Un Sales Officer (SO) de Mauritius Telecom (MT) a à payer un total d’amendes de Rs 125 000, à raison de Rs 5 000 pour chacun des 25 retraits qu’il a effectué en utilisant la carte bancaire de la Principal Sales Officer (PSO) de son entreprise. L’appel du jugement rendu par la cour criminelle intermédiaire l’ayant trouvé coupable a été rejeté par la Cour suprême composée des juges Asraf Caunhye et David Chan Kam Cheong.
Dans l’acte d’accusation logé, il est dit que l’appelant a été poursuivi pour le délit de « Unauthorised access to computer data ». Il était accusé d’avoir enfreint l’article 3 (1) de la Computer Misuse and Cybercrime Act.
Les faits saillants de cette affaire qui n’ont pas été contestés et/ou qui ont été avérés sont résumés comme suit.

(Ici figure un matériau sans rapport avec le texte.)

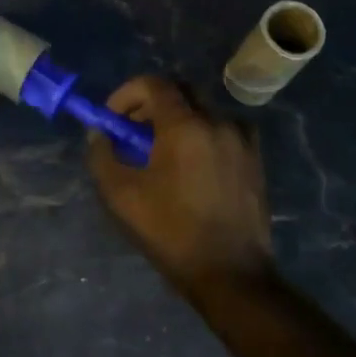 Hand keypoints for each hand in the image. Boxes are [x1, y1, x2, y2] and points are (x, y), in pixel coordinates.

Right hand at [87, 75, 272, 289]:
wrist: (229, 272)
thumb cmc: (170, 232)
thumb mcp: (120, 195)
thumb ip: (102, 155)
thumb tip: (99, 133)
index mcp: (185, 126)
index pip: (154, 84)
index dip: (126, 94)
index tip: (113, 118)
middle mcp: (218, 122)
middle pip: (181, 92)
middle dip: (151, 104)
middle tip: (134, 132)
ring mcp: (242, 140)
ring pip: (204, 112)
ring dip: (179, 121)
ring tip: (163, 154)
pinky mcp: (256, 160)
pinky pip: (225, 131)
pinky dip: (204, 136)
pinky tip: (194, 167) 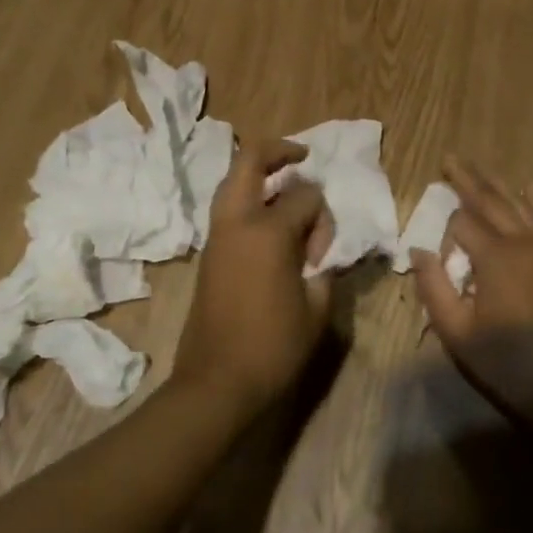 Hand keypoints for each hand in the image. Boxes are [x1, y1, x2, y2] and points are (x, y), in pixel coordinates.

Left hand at [174, 137, 336, 418]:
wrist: (217, 382)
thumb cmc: (273, 347)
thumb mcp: (316, 309)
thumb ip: (324, 269)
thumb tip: (319, 253)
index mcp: (267, 232)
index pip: (305, 196)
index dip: (323, 217)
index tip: (322, 253)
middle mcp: (237, 222)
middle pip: (249, 160)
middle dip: (277, 150)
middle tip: (302, 157)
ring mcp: (217, 236)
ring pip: (232, 182)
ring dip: (259, 174)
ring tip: (286, 184)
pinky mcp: (208, 254)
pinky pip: (227, 209)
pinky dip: (248, 199)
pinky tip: (269, 221)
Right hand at [410, 158, 532, 424]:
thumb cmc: (505, 361)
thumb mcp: (456, 331)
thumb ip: (433, 286)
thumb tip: (418, 250)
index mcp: (496, 257)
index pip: (462, 223)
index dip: (445, 233)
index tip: (439, 260)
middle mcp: (522, 243)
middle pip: (491, 200)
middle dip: (468, 179)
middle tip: (449, 158)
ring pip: (517, 205)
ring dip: (496, 184)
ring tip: (477, 167)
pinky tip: (529, 187)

L’appelant travaillait sous la supervision de la PSO. En plusieurs occasions, elle a donné sa carte bancaire aussi bien que son PIN Number, afin qu’il fasse des paiements, notamment ses notes de téléphone et autres. La dernière fois qu’il a réglé de telles factures était le 14 avril 2008.

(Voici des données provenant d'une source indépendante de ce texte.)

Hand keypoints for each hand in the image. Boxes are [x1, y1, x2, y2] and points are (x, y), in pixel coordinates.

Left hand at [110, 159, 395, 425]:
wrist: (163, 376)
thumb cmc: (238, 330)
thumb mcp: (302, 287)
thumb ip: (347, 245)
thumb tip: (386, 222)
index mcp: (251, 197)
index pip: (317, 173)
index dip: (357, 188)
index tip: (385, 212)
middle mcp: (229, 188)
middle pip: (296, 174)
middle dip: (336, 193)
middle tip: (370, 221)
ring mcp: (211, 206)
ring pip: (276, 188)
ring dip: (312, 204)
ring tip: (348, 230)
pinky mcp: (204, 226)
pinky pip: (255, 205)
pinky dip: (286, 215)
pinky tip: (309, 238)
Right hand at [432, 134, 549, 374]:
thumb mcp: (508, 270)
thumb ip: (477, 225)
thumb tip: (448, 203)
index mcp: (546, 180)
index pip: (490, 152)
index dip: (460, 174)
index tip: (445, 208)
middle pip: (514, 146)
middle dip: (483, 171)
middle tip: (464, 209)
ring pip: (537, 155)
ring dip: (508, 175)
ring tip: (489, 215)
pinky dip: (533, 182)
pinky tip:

Le 7 mai suivant, la femme s’est rendue à la banque pour effectuer un retrait de Rs 100 000. En même temps, elle a rapporté au préposé qu’elle ne trouvait plus sa carte et fait la requête qu’une nouvelle carte lui soit remise. C’est alors qu’elle a appris que, depuis le 14 avril, sa carte a été utilisée à son insu et sans son autorisation à 25 reprises pour des retraits d’argent totalisant Rs 219 500.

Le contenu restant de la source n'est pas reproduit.